## [What you will do]
Using the records below, transcribe word for word the stretch from the line that contains "Digitize the connectivity" through the line that contains "Please list the", both end lines included, and nothing else.

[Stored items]
•••••

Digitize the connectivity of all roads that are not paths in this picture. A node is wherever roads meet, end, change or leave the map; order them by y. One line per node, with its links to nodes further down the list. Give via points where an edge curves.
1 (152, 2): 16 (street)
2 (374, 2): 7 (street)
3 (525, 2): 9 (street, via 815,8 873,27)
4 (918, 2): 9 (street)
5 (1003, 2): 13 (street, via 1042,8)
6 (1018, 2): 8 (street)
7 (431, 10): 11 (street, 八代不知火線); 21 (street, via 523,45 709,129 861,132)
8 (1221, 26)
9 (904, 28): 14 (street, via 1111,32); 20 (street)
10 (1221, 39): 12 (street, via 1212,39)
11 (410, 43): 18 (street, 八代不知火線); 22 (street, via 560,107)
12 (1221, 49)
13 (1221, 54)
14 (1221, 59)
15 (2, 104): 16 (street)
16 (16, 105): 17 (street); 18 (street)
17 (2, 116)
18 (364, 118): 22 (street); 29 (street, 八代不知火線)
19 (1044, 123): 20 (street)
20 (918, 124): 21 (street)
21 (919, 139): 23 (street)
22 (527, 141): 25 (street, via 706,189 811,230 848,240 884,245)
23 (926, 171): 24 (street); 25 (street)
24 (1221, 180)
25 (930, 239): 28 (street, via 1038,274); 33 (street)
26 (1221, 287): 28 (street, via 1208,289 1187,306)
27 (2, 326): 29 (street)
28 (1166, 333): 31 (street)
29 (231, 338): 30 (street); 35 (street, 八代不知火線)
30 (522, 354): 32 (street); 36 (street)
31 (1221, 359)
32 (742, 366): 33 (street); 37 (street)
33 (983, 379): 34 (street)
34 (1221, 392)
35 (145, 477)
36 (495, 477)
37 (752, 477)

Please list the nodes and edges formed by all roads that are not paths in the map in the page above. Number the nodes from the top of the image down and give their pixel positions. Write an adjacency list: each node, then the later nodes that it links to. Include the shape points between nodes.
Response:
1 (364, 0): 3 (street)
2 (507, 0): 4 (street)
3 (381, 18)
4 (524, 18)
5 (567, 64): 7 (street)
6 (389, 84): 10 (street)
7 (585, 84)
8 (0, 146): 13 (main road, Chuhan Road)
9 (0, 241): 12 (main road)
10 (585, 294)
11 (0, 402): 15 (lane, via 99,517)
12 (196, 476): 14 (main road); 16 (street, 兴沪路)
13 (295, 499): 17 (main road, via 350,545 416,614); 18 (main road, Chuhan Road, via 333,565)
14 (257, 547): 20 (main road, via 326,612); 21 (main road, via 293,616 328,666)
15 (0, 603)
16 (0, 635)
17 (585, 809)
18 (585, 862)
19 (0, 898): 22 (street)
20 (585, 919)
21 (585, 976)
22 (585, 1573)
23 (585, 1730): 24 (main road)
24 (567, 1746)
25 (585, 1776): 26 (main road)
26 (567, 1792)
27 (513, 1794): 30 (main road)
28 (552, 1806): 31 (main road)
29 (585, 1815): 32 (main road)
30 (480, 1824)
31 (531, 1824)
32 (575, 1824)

•••••

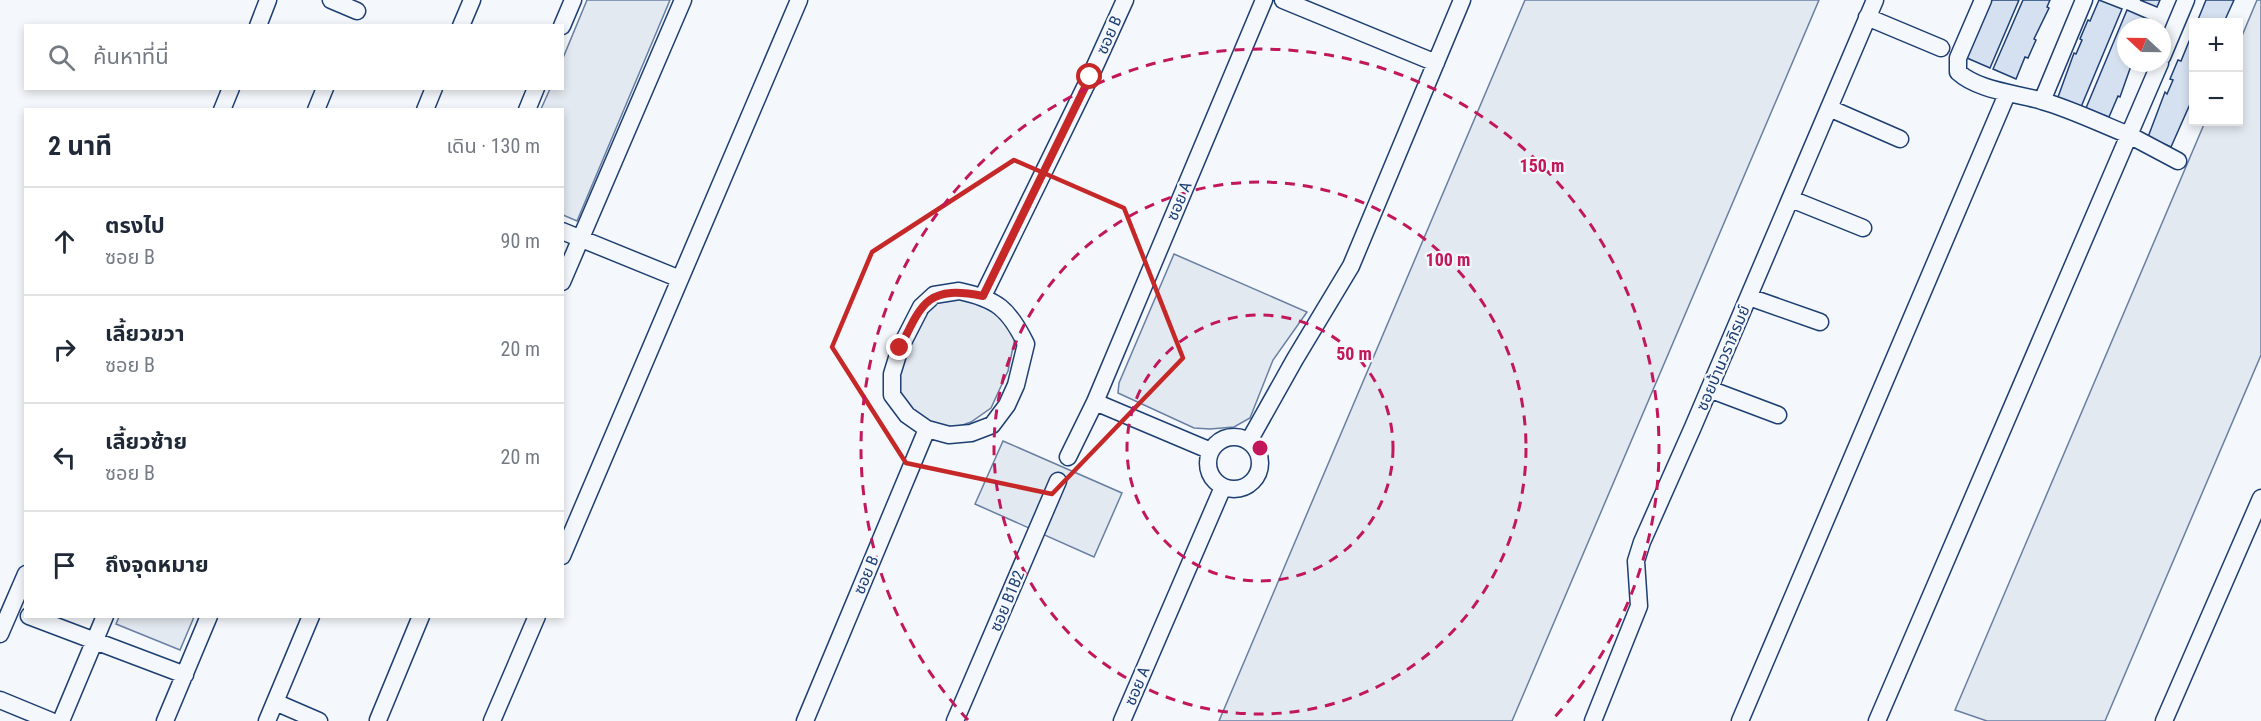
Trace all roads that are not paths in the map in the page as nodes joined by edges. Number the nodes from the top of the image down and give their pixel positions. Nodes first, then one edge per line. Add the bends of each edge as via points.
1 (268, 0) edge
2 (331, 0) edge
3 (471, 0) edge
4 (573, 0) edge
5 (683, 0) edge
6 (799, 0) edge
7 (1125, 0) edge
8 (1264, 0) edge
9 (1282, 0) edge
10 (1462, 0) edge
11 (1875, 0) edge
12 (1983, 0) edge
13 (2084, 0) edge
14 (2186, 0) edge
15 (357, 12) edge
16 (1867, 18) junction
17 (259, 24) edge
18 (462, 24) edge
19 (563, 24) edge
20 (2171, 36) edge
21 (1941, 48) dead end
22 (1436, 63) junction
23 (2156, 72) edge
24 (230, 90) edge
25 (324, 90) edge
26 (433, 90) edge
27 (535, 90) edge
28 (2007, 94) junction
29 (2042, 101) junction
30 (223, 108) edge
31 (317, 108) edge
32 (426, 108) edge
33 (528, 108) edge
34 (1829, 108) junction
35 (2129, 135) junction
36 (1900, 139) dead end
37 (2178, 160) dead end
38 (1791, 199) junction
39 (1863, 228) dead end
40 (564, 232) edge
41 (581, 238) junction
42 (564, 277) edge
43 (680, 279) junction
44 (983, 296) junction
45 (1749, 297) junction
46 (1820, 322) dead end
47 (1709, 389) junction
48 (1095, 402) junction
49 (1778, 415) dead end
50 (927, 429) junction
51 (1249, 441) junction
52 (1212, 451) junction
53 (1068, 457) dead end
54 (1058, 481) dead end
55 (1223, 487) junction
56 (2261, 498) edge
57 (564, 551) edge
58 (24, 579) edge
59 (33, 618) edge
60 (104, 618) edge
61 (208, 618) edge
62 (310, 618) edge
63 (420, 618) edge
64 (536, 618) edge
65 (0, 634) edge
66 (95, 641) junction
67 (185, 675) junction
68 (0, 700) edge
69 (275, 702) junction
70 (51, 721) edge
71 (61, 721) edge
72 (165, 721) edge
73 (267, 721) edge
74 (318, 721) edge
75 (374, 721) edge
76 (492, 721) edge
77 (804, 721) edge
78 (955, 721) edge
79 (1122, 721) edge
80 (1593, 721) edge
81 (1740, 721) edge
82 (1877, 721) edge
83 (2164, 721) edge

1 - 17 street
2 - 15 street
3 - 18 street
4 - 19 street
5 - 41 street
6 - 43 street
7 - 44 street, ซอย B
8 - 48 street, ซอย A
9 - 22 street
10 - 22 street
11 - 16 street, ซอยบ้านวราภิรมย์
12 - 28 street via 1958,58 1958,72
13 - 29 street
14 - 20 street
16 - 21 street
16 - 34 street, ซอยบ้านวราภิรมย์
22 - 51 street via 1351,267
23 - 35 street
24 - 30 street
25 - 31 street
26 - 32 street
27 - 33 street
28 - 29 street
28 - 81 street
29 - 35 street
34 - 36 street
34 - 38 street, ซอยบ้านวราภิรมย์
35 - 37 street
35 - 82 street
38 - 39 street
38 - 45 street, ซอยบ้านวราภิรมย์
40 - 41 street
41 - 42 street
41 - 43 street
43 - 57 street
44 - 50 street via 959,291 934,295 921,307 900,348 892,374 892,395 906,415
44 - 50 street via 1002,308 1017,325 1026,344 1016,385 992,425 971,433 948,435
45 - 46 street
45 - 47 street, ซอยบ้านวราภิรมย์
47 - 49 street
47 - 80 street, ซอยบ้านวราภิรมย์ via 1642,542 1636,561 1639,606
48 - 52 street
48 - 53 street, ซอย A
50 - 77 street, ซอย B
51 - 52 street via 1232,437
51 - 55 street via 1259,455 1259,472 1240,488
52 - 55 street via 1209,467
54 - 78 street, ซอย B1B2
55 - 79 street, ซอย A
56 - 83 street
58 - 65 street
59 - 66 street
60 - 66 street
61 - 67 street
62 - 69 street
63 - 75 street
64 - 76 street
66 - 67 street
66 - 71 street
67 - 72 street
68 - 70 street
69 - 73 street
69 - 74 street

•••••

## [Response to this exercise]
Digitize the connectivity of all roads that are not paths in this picture. A node is wherever roads meet, end, change or leave the map; order them by y. One line per node, with its links to nodes further down the list. Give via points where an edge curves.
1 (152, 2): 16 (street)
2 (374, 2): 7 (street)
3 (525, 2): 9 (street, via 815,8 873,27)
4 (918, 2): 9 (street)
5 (1003, 2): 13 (street, via 1042,8)
6 (1018, 2): 8 (street)
7 (431, 10): 11 (street, 八代不知火線); 21 (street, via 523,45 709,129 861,132)
8 (1221, 26)
9 (904, 28): 14 (street, via 1111,32); 20 (street)
10 (1221, 39): 12 (street, via 1212,39)
11 (410, 43): 18 (street, 八代不知火線); 22 (street, via 560,107)
12 (1221, 49)
13 (1221, 54)
14 (1221, 59)
15 (2, 104): 16 (street)
16 (16, 105): 17 (street); 18 (street)
17 (2, 116)
18 (364, 118): 22 (street); 29 (street, 八代不知火線)
19 (1044, 123): 20 (street)
20 (918, 124): 21 (street)
21 (919, 139): 23 (street)
22 (527, 141): 25 (street, via 706,189 811,230 848,240 884,245)
23 (926, 171): 24 (street); 25 (street)
24 (1221, 180)
25 (930, 239): 28 (street, via 1038,274); 33 (street)
26 (1221, 287): 28 (street, via 1208,289 1187,306)
27 (2, 326): 29 (street)
28 (1166, 333): 31 (street)
29 (231, 338): 30 (street); 35 (street, 八代不知火線)
30 (522, 354): 32 (street); 36 (street)
31 (1221, 359)
32 (742, 366): 33 (street); 37 (street)
33 (983, 379): 34 (street)
34 (1221, 392)
35 (145, 477)
36 (495, 477)
37 (752, 477)

Please list the nodes and edges formed by all roads that are not paths in the map in the page above. Number the nodes from the top of the image down and give their pixel positions. Write an adjacency list: each node, then the later nodes that it links to. Include the shape points between nodes.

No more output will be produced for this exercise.